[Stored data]
____________
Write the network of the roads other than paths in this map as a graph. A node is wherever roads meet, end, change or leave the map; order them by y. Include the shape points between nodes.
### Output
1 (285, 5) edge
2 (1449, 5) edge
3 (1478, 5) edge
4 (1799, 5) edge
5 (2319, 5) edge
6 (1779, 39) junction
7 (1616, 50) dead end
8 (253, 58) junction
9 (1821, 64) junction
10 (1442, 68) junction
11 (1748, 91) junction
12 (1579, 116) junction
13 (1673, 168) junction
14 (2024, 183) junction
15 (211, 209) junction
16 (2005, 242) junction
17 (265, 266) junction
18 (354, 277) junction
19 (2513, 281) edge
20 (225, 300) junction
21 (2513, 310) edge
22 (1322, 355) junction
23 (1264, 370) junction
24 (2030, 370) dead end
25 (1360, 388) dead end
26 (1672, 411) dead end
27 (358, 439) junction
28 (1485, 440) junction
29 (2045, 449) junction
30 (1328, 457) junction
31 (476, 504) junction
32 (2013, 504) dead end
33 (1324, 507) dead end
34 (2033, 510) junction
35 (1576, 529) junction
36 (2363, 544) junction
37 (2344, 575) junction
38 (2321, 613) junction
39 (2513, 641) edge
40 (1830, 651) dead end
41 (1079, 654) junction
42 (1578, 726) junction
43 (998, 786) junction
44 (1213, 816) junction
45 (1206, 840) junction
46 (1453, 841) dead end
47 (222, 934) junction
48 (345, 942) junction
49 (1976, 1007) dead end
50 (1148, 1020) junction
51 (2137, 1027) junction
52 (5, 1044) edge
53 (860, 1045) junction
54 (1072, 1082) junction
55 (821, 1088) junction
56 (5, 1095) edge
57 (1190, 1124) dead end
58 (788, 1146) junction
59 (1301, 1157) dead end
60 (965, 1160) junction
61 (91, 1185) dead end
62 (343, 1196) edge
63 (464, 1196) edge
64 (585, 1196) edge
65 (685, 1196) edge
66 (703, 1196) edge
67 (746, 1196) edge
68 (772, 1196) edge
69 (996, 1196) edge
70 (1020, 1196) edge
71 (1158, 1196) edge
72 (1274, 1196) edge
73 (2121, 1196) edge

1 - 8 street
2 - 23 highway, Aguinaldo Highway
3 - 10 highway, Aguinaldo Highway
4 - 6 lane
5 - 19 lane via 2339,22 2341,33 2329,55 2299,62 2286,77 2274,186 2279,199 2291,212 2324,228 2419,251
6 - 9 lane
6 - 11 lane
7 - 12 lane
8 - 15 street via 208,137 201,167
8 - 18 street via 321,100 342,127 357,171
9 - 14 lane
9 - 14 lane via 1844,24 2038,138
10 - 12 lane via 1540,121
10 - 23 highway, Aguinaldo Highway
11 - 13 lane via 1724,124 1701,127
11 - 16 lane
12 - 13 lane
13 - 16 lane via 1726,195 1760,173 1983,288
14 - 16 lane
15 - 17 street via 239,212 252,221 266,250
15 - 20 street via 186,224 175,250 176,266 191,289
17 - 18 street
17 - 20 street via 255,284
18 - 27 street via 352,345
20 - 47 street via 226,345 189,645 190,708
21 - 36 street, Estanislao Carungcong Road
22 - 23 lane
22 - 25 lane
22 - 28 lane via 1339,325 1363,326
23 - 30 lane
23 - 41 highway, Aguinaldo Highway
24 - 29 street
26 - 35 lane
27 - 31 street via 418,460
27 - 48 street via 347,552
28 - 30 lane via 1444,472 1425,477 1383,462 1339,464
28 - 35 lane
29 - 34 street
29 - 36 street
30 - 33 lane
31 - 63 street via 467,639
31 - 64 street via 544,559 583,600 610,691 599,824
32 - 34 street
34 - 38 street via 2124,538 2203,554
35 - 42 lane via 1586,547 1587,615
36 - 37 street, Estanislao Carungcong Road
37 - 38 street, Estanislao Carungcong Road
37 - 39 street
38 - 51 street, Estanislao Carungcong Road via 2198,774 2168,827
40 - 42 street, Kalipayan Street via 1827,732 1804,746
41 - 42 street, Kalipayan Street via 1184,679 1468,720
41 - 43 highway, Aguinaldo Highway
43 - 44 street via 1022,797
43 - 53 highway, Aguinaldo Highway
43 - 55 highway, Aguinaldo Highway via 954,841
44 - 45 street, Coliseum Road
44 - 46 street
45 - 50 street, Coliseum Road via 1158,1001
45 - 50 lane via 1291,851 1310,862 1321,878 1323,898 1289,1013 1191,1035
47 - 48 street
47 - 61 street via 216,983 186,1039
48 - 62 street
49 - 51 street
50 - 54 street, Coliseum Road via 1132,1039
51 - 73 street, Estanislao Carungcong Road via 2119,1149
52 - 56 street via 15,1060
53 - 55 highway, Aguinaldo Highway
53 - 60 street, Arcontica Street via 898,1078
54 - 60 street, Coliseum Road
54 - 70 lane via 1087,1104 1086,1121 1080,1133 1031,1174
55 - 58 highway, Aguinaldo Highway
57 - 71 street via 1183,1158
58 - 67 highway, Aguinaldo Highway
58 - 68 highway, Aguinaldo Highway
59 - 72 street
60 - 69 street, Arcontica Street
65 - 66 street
____________
* _What this task involves_
Repeat each entry exactly as it was given.

* _Answer box_
Write the network of the roads other than paths in this map as a graph. A node is wherever roads meet, end, change or leave the map; order them by y. Include the shape points between nodes.
### Output
1 (285, 5) edge
2 (1449, 5) edge
3 (1478, 5) edge
4 (1799, 5) edge
5 (2319, 5) edge
6 (1779, 39) junction
7 (1616, 50) dead end
8 (253, 58) junction
9 (1821, 64) junction
10 (1442, 68) junction
11 (1748, 91) junction
12 (1579, 116) junction
13 (1673, 168) junction
14 (2024, 183) junction
15 (211, 209) junction
16 (2005, 242) junction
17 (265, 266) junction
18 (354, 277) junction
19 (2513, 281) edge
20 (225, 300) junction
21 (2513, 310) edge
22 (1322, 355) junction
23 (1264, 370) junction
24 (2030, 370) dead end
25 (1360, 388) dead end
26 (1672, 411) dead end
27 (358, 439) junction
28 (1485, 440) junction
29 (2045, 449) junction
30 (1328, 457) junction
31 (476, 504) junction
32 (2013, 504) dead end
33 (1324, 507) dead end
34 (2033, 510) junction
35 (1576, 529) junction
36 (2363, 544) junction
37 (2344, 575) junction
38 (2321, 613) junction
39 (2513, 641) edge
40 (1830, 651) dead end
41 (1079, 654) junction
42 (1578, 726) junction
43 (998, 786) junction
44 (1213, 816) junction
45 (1206, 840) junction
46 (1453, 841) dead end
47 (222, 934) junction
48 (345, 942) junction
49 (1976, 1007) dead end
50 (1148, 1020) junction
51 (2137, 1027) junction
52 (5, 1044) edge
53 (860, 1045) junction
54 (1072, 1082) junction
55 (821, 1088) junction
56 (5, 1095) edge
57 (1190, 1124) dead end
58 (788, 1146) junction
59 (1301, 1157) dead end
60 (965, 1160) junction
61 (91, 1185) dead end
62 (343, 1196) edge
63 (464, 1196) edge
64 (585, 1196) edge
65 (685, 1196) edge
66 (703, 1196) edge
67 (746, 1196) edge
68 (772, 1196) edge
69 (996, 1196) edge
70 (1020, 1196) edge
71 (1158, 1196) edge
72 (1274, 1196) edge
73 (2121, 1196) edge

1 - 8 street
2 - 23 highway, Aguinaldo Highway
3 - 10 highway, Aguinaldo Highway
4 - 6 lane
5 - 19 lane via 2339,22 2341,33 2329,55 2299,62 2286,77 2274,186 2279,199 2291,212 2324,228 2419,251
6 - 9 lane
6 - 11 lane
7 - 12 lane
8 - 15 street via 208,137 201,167
8 - 18 street via 321,100 342,127 357,171
9 - 14 lane
9 - 14 lane via 1844,24 2038,138
10 - 12 lane via 1540,121
10 - 23 highway, Aguinaldo Highway
11 - 13 lane via 1724,124 1701,127
11 - 16 lane
12 - 13 lane
13 - 16 lane via 1726,195 1760,173 1983,288
14 - 16 lane
15 - 17 street via 239,212 252,221 266,250
15 - 20 street via 186,224 175,250 176,266 191,289
17 - 18 street
17 - 20 street via 255,284
18 - 27 street via 352,345
20 - 47 street via 226,345 189,645 190,708
21 - 36 street, Estanislao Carungcong Road
22 - 23 lane
22 - 25 lane
22 - 28 lane via 1339,325 1363,326
23 - 30 lane
23 - 41 highway, Aguinaldo Highway
24 - 29 street
26 - 35 lane
27 - 31 street via 418,460
27 - 48 street via 347,552
28 - 30 lane via 1444,472 1425,477 1383,462 1339,464
28 - 35 lane
29 - 34 street
29 - 36 street
30 - 33 lane
31 - 63 street via 467,639
31 - 64 street via 544,559 583,600 610,691 599,824
32 - 34 street
34 - 38 street via 2124,538 2203,554
35 - 42 lane via 1586,547 1587,615
36 - 37 street, Estanislao Carungcong Road
37 - 38 street, Estanislao Carungcong Road
37 - 39 street
38 - 51 street, Estanislao Carungcong Road via 2198,774 2168,827
40 - 42 street, Kalipayan Street via 1827,732 1804,746
41 - 42 street, Kalipayan Street via 1184,679 1468,720
41 - 43 highway, Aguinaldo Highway
43 - 44 street via 1022,797
43 - 53 highway, Aguinaldo Highway
43 - 55 highway, Aguinaldo Highway via 954,841
44 - 45 street, Coliseum Road
44 - 46 street
45 - 50 street, Coliseum Road via 1158,1001
45 - 50 lane via 1291,851 1310,862 1321,878 1323,898 1289,1013 1191,1035
47 - 48 street
47 - 61 street via 216,983 186,1039
48 - 62 street
49 - 51 street
50 - 54 street, Coliseum Road via 1132,1039
51 - 73 street, Estanislao Carungcong Road via 2119,1149
52 - 56 street via 15,1060
53 - 55 highway, Aguinaldo Highway
53 - 60 street, Arcontica Street via 898,1078
54 - 60 street, Coliseum Road
54 - 70 lane via 1087,1104 1086,1121 1080,1133 1031,1174
55 - 58 highway, Aguinaldo Highway
57 - 71 street via 1183,1158
58 - 67 highway, Aguinaldo Highway
58 - 68 highway, Aguinaldo Highway
59 - 72 street
60 - 69 street, Arcontica Street
65 - 66 street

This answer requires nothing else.